I promised both factions that I’d try to go to the local offices, which were scattered around Maryland, and scope out the situation. At the first local office I visited the employees were glad I was there, and they had a lot of questions and concerns. The hearing officers, the lawyers I was directly managing, who had complaints about these offices were happy for me to see the conditions under which they had to operate. That was one of only two local office visits that I did.

I told myself, “Well, I really can’t do very much about any of these problems.” I have no control over the space or the conditions, and only a modicum of control over the hearing officers. Meanwhile, there’s an enormous backlog of cases in my own office. I could concentrate my time on clearing up the backlog, improving to the extent I could the legal output of the board, and I ended up spending most of my time doing that.
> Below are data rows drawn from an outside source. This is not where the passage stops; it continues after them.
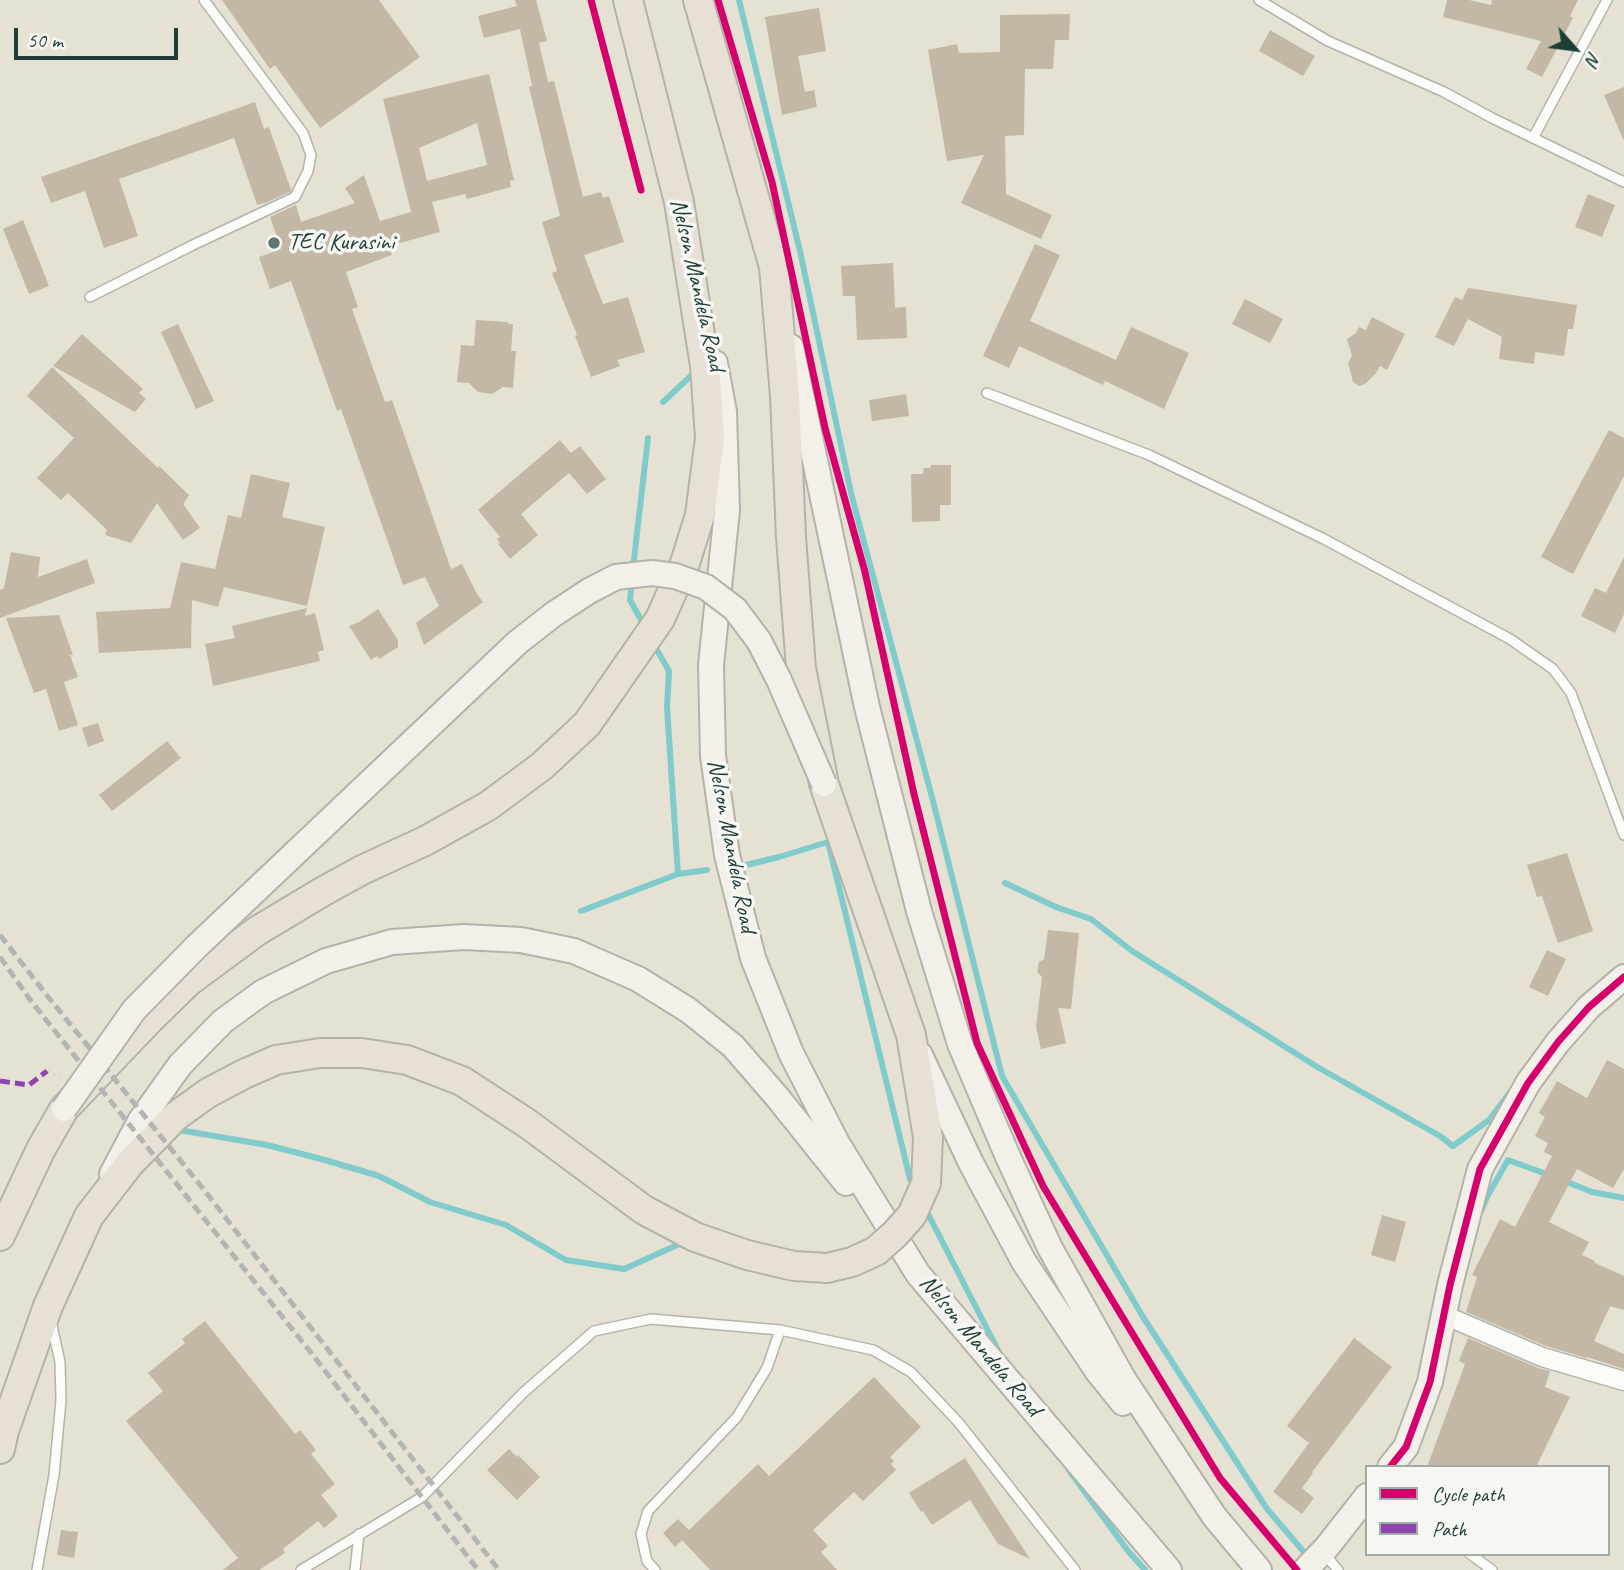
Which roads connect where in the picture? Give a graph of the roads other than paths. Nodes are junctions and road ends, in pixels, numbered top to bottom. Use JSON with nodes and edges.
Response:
{"nodes":[{"id":1,"x":204,"y":0,"type":"edge"},
{"id":2,"x":628,"y":0,"type":"edge"},
{"id":3,"x":698,"y":0,"type":"edge"},
{"id":4,"x":1259,"y":0,"type":"edge"},
{"id":5,"x":1606,"y":0,"type":"edge"},
{"id":6,"x":1533,"y":138,"type":"junction"},
{"id":7,"x":1624,"y":182,"type":"edge"},
{"id":8,"x":679,"y":202,"type":"junction"},
{"id":9,"x":774,"y":267,"type":"junction"},
{"id":10,"x":90,"y":297,"type":"dead end"},
{"id":11,"x":987,"y":393,"type":"dead end"},
{"id":12,"x":824,"y":785,"type":"junction"},
{"id":13,"x":1624,"y":835,"type":"edge"},
{"id":14,"x":1624,"y":977,"type":"edge"},
{"id":15,"x":911,"y":1035,"type":"junction"},
{"id":16,"x":64,"y":1109,"type":"junction"},
{"id":17,"x":89,"y":1216,"type":"junction"},
{"id":18,"x":0,"y":1236,"type":"edge"},
{"id":19,"x":918,"y":1274,"type":"junction"},
{"id":20,"x":48,"y":1306,"type":"junction"},
{"id":21,"x":1444,"y":1315,"type":"junction"},
{"id":22,"x":780,"y":1330,"type":"junction"},
{"id":23,"x":1624,"y":1381,"type":"edge"},
{"id":24,"x":0,"y":1450,"type":"edge"},
{"id":25,"x":1392,"y":1465,"type":"edge"},
{"id":26,"x":1365,"y":1500,"type":"edge"},
{"id":27,"x":1214,"y":1516,"type":"junction"},
{"id":28,"x":359,"y":1534,"type":"junction"},
{"id":29,"x":1473,"y":1556,"type":"edge"},
{"id":30,"x":1330,"y":1561,"type":"edge"},
{"id":31,"x":37,"y":1570,"type":"edge"},
{"id":32,"x":301,"y":1570,"type":"edge"},
{"id":33,"x":355,"y":1570,"type":"edge"},
{"id":34,"x":655,"y":1570,"type":"edge"},
{"id":35,"x":1075,"y":1570,"type":"edge"},
{"id":36,"x":1169,"y":1570,"type":"edge"},
{"id":37,"x":1259,"y":1570,"type":"edge"},
{"id":38,"x":1305,"y":1570,"type":"edge"},
{"id":39,"x":1492,"y":1570,"type":"edge"}],
"edges":[{"from":1,"to":10,"type":"lane"},
{"from":2,"to":8,"type":"main road","name":"Nelson Mandela Road"},
{"from":3,"to":9,"type":"main road"},
{"from":4,"to":6,"type":"lane"},
{"from":5,"to":6,"type":"lane"},
{"from":6,"to":7,"type":"lane"},
{"from":8,"to":16,"type":"main road"},
{"from":8,"to":19,"type":"main road","name":"Nelson Mandela Road"},
{"from":9,"to":12,"type":"main road"},
{"from":9,"to":27,"type":"main road"},
{"from":11,"to":13,"type":"lane"},
{"from":12,"to":15,"type":"main road"},
{"from":12,"to":16,"type":"main road","bridge":true},
{"from":14,"to":21,"type":"main road"},
{"from":15,"to":17,"type":"main road","bridge":true},
{"from":15,"to":27,"type":"main road"},
{"from":16,"to":18,"type":"main road"},
{"from":17,"to":19,"type":"main road"},
{"from":17,"to":20,"type":"main road"},
{"from":19,"to":36,"type":"main road","name":"Nelson Mandela Road"},
{"from":20,"to":24,"type":"main road"},
{"from":20,"to":31,"type":"lane"},
{"from":21,"to":23,"type":"street"},
{"from":21,"to":25,"type":"main road"},
{"from":22,"to":28,"type":"lane"},
{"from":22,"to":34,"type":"lane"},
{"from":22,"to":35,"type":"lane"},
{"from":26,"to":30,"type":"main road"},
{"from":27,"to":37,"type":"main road"},
{"from":28,"to":32,"type":"lane"},
{"from":28,"to":33,"type":"lane"},
{"from":29,"to":39,"type":"lane"},
{"from":30,"to":38,"type":"main road"}]}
That was a bad mistake because I had the chance to be a leader. I probably couldn’t have solved most of those problems, but I would have been known as somebody that the people in the local offices, as well the hearing officers, could talk to and trust. I didn’t realize how critical it was to have person-to-person contact with people in the local offices as well as the hearing officers I was managing.
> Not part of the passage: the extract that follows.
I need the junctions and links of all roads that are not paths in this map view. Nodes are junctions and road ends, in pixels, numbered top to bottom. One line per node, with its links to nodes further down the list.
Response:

You inhibit your own growth if you bury yourself in work and forget about the human factor.

The Lesson:

Even if you’re in a technical job such as law, and even if you’re only really being judged on the quality of that technical work, you inhibit your own growth if you bury yourself in work and forget about the human factor.

Reaching out of the narrow confines of your job, and understanding the challenges other people are facing is important. Sometimes you can’t help, but you get to know the organization and the people. It’s so important to not forget the human factor.
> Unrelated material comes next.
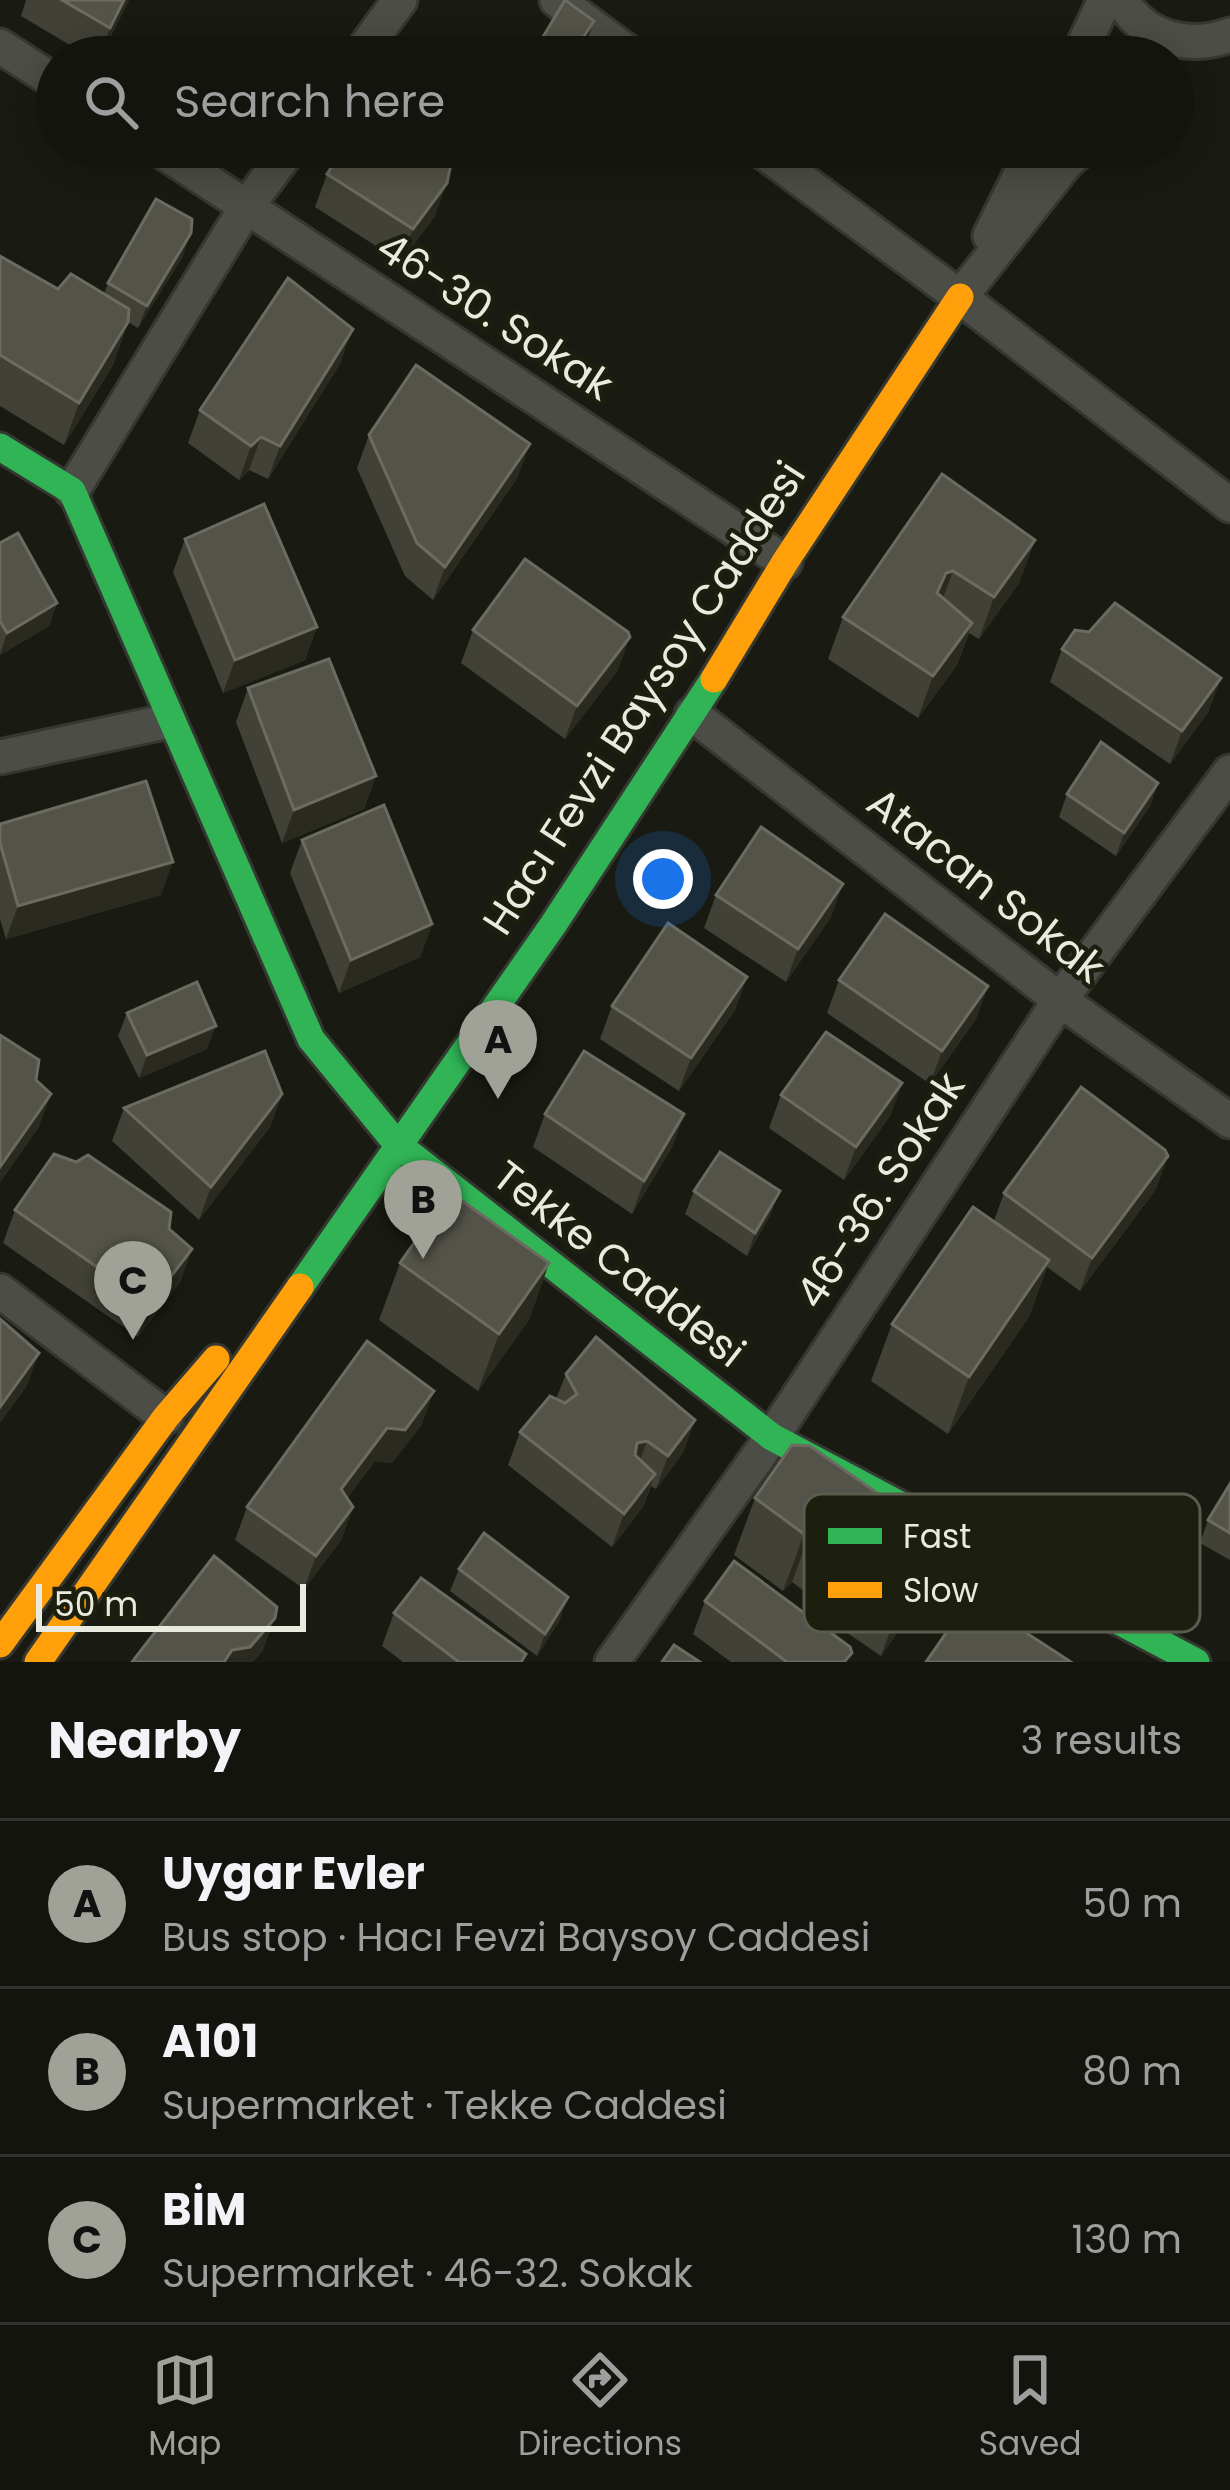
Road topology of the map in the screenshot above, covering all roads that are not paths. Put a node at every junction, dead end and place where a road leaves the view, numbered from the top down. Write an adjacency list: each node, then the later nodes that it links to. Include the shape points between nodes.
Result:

Figure out what other people in your organization are doing, to the extent they’re willing to tell you. It makes the whole organization, and the whole function of the organization, more understandable and more meaningful.

Even if I wasn’t in control of the buildings or the number of people who are demanding hearings, at least those local offices would know that we were one organization and that somebody at headquarters cared. And maybe once in a while I could have solved a problem. I think I missed my chance to be more of a leader by not continuing to go out and make myself available. I could have become a much more effective person within the department, and had more authority to get things done. I think the whole situation might have functioned a little better had I done that.

I had much more interaction with other people in my next job, and I was much more successful at that job, because I think I had learned this lesson by then. I was the go-to person, the person you could talk to. I don’t know if it helped anybody else, but it was a lot more rewarding to me to feel that way.